What you are seeing is most likely one of two things:
1) It's oil, which would mean it would be coming from the valve covers, or
2) It's water, which could be seeping from the head studs (IF you have head "studs"). Head studs are notorious water "seepers", BUT they are also stronger than bolts (and bolts don't leak). "Usually", on nitrous and supercharged engines, we use head studs. You can easily tell this by looking at the outer edge of the head bolts, and if they have nuts rather than just a bolt head, then they are studs. We don't always use studs though, simply because if the engine bay is real tight for space and you eat a head gasket (which is fairly common when running nitrous or superchargers), it makes it an absolute hell of a job to get the heads off the engine in the car because the heads must be lifted up and over the studs to get them off the block. There's usually a master cylinder and vacuum booster right in the way, or a heater box, etc, where bolts, you simply remove them and lift the head about 3/8" off the block (to clear the head dowels) and they're off.
Now, let me explain something here. It is entirely impossible to have oil leaking out of the head gasket with any typical Chevy or Ford (and many others) V8 push rod engine! If you look at most Ford or Chevy head gaskets, there are ONLY 2 oil holes, and they are WAY up at the top of the gasket, where oil drains back into the "valley" area of the block. This oil is NOT under any pressure at all. It is simply "drain back" oil from the rocker area. There is no oil that comes out of, or back into the block, via the deck surface... period! This ain't rocket science. Look at the image below if you don't believe me.
Now, there were a small few of engines, such as the Ford FE series, and some modern engines such as over head cam engines, where oil is pumped under pressure through the head and up into the valve train. This is especially true with engines that have hollow rocker shafts that fill up and supply oil to the rockers, and again, obviously over head cam engines if you want pressurized oil to feed the cam bearings and such. We're not talking about those types of engines though. Do you see any cars and engines like that on our web site? We're talking about MOST Chevy and Ford, Chrysler, etc, V8's that you'll find us working on. We don't work on imports, or Diesels, or modern engines that "may" have pressurized oil going through the head gaskets, and Ford FE engines are a bit rare these days, so obviously that's not what we're talking about here.
Now, here's why it's impossible for oil to be leaking out of these types of head gaskets, and in some cases, why it can't even leak out of some heads that DO have pressurized oil going through them.
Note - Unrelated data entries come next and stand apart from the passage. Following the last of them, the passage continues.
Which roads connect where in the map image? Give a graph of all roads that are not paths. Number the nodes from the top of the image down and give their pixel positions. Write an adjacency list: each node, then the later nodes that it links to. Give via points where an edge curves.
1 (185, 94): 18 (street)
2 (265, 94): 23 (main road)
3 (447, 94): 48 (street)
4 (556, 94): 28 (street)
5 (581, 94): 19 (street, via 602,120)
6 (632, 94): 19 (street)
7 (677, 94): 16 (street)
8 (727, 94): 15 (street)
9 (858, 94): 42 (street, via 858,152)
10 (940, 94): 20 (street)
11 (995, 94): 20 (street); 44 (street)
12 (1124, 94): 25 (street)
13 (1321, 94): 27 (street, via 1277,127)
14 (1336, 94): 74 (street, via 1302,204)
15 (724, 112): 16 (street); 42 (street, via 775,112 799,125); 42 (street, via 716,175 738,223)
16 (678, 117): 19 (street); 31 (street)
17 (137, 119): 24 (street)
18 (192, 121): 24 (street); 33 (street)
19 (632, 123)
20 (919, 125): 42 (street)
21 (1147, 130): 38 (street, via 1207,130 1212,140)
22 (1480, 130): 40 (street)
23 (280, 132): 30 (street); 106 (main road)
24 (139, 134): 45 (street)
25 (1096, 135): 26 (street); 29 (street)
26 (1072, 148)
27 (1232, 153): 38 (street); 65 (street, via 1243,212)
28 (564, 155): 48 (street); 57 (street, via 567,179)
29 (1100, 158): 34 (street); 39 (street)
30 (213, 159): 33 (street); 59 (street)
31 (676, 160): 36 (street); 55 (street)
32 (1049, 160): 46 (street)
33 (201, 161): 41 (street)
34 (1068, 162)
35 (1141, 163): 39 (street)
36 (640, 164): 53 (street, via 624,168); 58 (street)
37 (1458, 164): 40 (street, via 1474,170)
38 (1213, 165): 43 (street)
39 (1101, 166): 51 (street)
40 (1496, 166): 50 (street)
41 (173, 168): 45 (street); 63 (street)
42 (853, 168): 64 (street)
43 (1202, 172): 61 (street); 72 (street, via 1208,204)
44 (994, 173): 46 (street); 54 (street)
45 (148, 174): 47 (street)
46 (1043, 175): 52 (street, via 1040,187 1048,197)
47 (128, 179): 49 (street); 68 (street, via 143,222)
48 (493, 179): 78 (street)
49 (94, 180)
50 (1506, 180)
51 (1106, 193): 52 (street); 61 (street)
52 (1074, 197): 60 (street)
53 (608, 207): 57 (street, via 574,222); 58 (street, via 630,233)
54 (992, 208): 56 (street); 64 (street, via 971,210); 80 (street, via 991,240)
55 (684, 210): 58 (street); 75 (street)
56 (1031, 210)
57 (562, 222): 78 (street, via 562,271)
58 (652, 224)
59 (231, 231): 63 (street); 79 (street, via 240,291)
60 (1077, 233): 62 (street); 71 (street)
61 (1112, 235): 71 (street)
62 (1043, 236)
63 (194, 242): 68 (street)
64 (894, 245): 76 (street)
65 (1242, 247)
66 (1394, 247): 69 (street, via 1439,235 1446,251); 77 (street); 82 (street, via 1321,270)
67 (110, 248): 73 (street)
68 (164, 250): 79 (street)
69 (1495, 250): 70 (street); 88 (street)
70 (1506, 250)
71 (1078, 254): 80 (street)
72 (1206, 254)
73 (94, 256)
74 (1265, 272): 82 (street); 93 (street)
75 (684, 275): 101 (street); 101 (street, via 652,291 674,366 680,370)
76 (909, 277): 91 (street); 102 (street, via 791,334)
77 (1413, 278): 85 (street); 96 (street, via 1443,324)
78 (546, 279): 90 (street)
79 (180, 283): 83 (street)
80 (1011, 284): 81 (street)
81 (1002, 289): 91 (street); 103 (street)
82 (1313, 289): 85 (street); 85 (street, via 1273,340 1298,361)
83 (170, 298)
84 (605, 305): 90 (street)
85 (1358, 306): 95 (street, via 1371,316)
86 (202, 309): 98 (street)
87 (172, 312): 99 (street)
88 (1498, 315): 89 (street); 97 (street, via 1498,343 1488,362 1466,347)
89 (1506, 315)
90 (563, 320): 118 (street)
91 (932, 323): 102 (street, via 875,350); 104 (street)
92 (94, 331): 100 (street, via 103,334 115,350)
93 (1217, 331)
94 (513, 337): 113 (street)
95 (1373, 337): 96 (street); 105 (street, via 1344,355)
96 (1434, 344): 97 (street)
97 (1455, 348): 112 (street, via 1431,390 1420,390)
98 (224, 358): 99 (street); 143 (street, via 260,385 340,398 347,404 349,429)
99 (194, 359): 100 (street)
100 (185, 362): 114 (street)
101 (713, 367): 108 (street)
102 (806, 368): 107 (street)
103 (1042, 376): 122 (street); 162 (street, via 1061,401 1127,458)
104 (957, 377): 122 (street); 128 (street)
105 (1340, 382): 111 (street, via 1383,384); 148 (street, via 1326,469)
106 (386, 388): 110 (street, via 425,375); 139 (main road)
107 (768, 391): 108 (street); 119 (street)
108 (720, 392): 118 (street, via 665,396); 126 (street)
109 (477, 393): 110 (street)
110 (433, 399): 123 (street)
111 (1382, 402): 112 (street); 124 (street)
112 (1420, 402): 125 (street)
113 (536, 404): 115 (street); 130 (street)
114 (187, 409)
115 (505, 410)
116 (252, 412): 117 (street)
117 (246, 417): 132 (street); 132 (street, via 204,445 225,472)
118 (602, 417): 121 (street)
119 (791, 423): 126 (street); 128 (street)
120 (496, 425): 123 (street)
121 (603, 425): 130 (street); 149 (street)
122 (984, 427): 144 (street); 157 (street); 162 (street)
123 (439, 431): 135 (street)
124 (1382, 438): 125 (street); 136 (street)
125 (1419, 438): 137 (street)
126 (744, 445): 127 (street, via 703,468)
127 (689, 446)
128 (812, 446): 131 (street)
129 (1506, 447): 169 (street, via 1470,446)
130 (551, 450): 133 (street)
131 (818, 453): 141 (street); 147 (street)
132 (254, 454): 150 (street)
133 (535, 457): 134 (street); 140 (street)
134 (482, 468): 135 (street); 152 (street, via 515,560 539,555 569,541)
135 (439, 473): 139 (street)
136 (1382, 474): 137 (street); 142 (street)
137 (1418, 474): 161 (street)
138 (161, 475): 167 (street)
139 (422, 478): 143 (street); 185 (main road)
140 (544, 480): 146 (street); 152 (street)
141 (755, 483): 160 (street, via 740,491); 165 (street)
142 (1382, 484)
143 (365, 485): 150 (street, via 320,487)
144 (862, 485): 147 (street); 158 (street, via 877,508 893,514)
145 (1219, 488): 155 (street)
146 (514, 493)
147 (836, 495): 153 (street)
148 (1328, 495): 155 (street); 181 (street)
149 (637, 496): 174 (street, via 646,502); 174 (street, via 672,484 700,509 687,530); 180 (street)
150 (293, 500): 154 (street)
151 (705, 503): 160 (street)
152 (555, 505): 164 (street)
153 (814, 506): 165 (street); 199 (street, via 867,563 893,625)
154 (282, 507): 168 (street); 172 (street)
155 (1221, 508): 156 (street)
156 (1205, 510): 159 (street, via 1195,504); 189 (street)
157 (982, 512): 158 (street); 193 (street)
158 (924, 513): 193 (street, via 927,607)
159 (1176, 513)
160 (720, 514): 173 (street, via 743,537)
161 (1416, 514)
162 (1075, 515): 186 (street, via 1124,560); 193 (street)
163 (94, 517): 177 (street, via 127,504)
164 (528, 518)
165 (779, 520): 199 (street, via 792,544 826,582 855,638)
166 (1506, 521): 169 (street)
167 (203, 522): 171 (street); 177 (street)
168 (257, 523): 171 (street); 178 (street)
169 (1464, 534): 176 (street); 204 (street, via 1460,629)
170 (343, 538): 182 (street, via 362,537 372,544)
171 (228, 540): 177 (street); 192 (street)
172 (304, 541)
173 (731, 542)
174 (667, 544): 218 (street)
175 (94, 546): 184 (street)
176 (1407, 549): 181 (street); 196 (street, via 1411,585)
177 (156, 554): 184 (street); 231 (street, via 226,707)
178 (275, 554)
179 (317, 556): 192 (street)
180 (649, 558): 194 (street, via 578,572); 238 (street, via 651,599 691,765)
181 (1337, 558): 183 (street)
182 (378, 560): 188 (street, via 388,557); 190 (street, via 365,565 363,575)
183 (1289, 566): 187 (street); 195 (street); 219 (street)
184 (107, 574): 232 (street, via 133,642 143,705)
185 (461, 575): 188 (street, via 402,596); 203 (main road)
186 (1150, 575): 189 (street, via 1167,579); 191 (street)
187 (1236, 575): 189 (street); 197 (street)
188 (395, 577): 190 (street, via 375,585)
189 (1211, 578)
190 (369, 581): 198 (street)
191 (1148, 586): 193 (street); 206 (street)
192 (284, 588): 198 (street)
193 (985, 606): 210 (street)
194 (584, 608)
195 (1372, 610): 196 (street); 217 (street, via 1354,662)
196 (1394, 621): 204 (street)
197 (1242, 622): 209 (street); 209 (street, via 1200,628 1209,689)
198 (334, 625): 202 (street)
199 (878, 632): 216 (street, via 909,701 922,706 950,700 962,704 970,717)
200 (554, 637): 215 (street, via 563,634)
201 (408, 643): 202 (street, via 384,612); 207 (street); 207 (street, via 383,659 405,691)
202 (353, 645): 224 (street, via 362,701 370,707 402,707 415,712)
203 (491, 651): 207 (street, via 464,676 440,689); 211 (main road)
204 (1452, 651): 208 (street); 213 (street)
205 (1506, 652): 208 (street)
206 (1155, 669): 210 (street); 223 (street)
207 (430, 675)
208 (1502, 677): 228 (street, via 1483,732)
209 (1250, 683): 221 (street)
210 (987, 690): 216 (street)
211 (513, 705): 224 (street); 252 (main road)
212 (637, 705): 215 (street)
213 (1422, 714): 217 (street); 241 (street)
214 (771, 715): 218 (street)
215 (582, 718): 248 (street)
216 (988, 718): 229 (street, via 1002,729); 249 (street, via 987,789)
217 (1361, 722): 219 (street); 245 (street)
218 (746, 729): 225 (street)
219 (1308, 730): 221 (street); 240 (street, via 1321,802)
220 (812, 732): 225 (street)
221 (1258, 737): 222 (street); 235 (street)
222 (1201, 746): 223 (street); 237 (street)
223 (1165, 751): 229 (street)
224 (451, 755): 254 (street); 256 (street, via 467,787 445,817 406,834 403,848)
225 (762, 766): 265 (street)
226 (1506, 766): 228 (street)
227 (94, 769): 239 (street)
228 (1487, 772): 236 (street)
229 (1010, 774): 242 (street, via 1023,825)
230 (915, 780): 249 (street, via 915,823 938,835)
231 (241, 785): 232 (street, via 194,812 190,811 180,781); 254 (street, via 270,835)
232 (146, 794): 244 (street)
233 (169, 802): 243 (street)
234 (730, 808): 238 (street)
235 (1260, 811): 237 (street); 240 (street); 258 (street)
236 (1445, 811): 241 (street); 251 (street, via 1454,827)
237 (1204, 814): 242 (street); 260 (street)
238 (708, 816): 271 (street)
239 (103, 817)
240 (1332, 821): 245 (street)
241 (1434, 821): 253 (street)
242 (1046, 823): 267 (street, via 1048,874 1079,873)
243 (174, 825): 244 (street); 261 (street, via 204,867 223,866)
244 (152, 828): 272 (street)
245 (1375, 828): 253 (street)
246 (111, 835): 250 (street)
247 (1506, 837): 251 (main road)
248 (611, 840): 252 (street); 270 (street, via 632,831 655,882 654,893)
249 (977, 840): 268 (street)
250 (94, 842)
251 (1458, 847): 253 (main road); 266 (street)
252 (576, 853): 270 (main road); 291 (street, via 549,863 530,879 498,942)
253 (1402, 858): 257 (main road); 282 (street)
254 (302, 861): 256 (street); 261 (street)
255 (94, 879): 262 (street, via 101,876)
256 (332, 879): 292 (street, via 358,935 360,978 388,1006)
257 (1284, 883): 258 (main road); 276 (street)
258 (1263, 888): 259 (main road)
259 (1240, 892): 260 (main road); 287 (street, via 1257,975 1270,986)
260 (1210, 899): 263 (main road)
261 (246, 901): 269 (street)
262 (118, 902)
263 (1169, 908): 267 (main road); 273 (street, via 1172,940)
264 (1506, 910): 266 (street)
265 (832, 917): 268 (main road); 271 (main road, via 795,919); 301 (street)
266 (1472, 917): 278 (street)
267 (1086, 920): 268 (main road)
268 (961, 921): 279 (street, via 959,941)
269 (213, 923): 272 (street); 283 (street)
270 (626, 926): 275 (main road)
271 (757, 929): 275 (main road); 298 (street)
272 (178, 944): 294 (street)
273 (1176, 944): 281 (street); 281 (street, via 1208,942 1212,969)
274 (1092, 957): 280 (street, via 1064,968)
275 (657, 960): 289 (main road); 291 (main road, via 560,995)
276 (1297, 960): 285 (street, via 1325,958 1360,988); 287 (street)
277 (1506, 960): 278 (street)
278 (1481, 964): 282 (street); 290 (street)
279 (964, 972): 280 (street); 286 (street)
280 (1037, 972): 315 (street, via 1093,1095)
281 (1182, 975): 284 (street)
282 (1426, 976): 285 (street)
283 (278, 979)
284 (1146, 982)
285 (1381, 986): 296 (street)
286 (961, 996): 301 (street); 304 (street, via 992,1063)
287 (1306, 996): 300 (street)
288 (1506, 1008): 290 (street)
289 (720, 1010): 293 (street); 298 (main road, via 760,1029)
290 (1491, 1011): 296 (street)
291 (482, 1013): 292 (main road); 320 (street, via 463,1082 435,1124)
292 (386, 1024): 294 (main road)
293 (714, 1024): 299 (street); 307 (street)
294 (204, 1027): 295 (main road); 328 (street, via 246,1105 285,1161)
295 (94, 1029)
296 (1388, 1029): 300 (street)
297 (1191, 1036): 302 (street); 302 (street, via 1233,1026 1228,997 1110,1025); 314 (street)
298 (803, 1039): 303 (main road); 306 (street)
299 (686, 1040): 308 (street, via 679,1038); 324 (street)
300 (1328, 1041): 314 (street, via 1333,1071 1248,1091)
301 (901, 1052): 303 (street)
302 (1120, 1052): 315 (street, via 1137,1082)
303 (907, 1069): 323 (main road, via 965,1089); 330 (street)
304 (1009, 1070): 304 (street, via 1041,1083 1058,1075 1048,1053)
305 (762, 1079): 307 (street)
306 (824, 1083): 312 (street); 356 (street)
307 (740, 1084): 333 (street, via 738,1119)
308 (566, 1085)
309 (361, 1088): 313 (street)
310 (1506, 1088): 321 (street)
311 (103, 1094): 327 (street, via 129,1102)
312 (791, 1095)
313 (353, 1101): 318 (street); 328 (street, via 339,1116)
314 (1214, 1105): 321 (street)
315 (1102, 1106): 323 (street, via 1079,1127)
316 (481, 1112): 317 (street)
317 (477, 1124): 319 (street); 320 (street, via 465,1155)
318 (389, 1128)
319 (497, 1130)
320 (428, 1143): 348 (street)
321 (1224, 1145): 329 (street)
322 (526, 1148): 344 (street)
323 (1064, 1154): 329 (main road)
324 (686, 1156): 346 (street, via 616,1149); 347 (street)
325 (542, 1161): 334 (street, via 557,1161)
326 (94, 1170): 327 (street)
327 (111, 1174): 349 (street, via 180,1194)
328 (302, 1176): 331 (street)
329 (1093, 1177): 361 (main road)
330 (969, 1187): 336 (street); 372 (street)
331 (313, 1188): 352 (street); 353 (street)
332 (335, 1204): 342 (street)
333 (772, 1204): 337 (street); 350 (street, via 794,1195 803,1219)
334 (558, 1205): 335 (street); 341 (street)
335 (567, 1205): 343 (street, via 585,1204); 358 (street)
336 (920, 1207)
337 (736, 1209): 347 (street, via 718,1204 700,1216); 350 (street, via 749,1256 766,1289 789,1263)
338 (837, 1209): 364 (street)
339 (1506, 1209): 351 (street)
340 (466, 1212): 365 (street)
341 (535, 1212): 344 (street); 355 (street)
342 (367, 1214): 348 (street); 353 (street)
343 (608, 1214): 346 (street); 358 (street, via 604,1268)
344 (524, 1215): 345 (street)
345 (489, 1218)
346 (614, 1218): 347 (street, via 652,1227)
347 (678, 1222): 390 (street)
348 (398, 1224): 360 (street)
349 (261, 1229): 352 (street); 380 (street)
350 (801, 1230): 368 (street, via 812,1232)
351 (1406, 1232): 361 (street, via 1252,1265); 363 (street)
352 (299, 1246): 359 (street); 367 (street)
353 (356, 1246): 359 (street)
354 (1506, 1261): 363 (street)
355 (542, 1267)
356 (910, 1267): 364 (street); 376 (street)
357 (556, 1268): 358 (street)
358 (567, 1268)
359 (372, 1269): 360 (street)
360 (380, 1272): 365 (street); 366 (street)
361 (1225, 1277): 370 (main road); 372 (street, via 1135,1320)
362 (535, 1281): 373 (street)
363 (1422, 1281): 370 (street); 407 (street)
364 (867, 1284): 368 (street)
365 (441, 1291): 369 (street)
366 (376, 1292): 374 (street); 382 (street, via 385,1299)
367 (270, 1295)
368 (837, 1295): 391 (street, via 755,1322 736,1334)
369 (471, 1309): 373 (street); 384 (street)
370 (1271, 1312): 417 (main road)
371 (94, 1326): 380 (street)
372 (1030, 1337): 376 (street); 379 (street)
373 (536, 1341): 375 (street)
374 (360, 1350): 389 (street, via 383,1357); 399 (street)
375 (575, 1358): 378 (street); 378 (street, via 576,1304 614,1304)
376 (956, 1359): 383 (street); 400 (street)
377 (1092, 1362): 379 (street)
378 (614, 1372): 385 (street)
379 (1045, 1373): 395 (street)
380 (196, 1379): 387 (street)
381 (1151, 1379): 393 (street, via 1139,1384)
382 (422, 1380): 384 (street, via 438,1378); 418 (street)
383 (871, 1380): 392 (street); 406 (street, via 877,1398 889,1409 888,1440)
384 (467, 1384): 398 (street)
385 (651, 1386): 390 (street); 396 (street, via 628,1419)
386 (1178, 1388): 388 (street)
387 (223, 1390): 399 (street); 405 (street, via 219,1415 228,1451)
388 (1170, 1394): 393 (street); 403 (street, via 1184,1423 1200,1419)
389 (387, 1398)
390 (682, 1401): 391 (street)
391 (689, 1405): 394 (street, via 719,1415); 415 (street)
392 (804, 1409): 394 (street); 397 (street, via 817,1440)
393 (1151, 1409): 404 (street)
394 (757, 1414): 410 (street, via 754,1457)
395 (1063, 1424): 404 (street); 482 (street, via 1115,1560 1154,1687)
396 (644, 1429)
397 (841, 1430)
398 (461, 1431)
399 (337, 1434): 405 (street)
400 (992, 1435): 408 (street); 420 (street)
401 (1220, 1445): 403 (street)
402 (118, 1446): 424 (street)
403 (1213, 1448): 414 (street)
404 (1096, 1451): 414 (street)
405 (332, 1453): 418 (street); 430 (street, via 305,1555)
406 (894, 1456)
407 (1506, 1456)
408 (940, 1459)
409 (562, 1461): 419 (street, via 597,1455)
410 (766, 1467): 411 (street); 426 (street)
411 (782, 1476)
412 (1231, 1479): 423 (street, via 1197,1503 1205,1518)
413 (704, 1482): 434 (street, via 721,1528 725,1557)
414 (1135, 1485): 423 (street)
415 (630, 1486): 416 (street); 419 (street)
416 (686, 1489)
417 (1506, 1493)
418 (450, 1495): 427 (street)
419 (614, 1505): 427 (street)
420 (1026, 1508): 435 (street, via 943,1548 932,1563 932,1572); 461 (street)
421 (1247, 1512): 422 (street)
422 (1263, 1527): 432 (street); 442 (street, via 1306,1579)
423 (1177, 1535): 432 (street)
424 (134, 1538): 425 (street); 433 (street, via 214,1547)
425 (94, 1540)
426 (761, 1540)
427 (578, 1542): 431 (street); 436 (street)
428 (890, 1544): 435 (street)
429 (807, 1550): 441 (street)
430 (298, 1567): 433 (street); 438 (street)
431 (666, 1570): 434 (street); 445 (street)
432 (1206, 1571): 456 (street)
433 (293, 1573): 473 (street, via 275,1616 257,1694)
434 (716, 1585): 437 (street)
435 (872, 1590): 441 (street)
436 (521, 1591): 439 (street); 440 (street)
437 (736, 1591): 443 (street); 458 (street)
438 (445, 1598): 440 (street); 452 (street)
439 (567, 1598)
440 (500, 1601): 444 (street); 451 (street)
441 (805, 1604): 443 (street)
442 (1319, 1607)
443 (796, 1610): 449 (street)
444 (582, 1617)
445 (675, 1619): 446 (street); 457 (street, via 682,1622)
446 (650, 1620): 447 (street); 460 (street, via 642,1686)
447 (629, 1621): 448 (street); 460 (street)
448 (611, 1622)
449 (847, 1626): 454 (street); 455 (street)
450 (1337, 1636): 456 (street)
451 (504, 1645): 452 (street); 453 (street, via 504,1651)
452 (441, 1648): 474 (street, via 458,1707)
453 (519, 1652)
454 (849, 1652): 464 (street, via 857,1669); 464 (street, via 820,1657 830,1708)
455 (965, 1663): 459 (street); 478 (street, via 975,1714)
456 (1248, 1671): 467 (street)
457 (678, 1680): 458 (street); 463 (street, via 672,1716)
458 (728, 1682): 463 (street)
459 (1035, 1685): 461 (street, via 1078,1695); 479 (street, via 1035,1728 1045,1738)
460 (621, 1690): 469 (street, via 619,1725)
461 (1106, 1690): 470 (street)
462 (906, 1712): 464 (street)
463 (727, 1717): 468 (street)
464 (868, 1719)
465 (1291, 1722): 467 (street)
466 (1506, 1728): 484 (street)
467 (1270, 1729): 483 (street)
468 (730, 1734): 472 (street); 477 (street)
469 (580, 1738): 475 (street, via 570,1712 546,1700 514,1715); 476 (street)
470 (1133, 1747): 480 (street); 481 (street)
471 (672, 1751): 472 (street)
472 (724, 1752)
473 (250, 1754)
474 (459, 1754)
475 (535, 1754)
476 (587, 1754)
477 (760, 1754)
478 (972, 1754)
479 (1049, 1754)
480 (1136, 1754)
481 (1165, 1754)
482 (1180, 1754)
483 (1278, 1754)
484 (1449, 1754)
Between those two, small oil drain back holes at the TOP of the head gasket, (or usually surrounding the pressurized oil holes), you have 4 VERY large cylinder bores, (that are under massive amounts of pressure and heat), and then you have numerous water jackets that are under normal cooling system pressure (about 12-14 psi). So, how can liquid oil jump across 4 large cylinders, AND across numerous water passages, and then find it's way out of the side of the head and still look like "oil"? It's simple.. it can't! If oil got into the cylinder bores, it would vaporize instantly and make blue smoke out the tail pipe. If oil tried magically jumping across the water jackets, then it would MIX with the water and you would have stuff that looked like a caffe latte on the outside of the block, AND, you would have that same caffe latte substance floating around in your cooling system. Is that what the oil you see looks like? 99% ohe time, no.
I can't tell you how many heated arguments I've gotten into with idiots that have leaky valve covers on typical small and big block Chevy's, Ford's etc, who insist that oil is leaking from between the head and block, and I usually tell them, if that was possible, then monkeys would fly out of my ass too!
Oil flows down hill, and there's no oil above the head / deck surface area (on these types of engines) EXCEPT inside the valve covers. Yes, sometimes you can have a leaky intake manifold "end seal", but you would be unusual to have that oil end-up along that particular edge of the engine. When end seals do leak, oil runs down behind, or along side, the water pump, and down the back side of the engine, but it usually won't end-up along that outer edge. Besides, you shouldn't be using any end seals on your intake manifold anyway. You should only use a bead of silicone, which helps PREVENT a leak from occurring, where end seals can often CAUSE a leak.
Now, if water is seeping out of the head studs, this is fairly common, but it is only coming up the threads (because most head bolt holes go through the deck surface and into the water jackets) and "wicking" it's way out onto that outside edge where the head meets the block. If you didn't know any better, you'd think water was leaking out of the head gasket, but 99% othe time, it's just seepage out the studs. This does absolutely no harm to the engine, and if it bothers you, you can put a small container of Bars Leak into the cooling system, and the seepage should stop.
Now, I get emails from time to time from ding-dong's who say; "You're wrong! My 2.9L Ford leaks oil out of the head gasket!" Well La de dah! What do you want, a Brownie Button or something? Do you see any of those types of cars or engines on my site? Do we build or work on those types of vehicles? Do you think that's what we're talking about on a "Bad Ass Cars" web site?? We're talking about your standard, typical engines used in performance applications like what WE work on. It's sad that I have to even point this out or that some people are dumb enough to think I'm referring to ALL engines.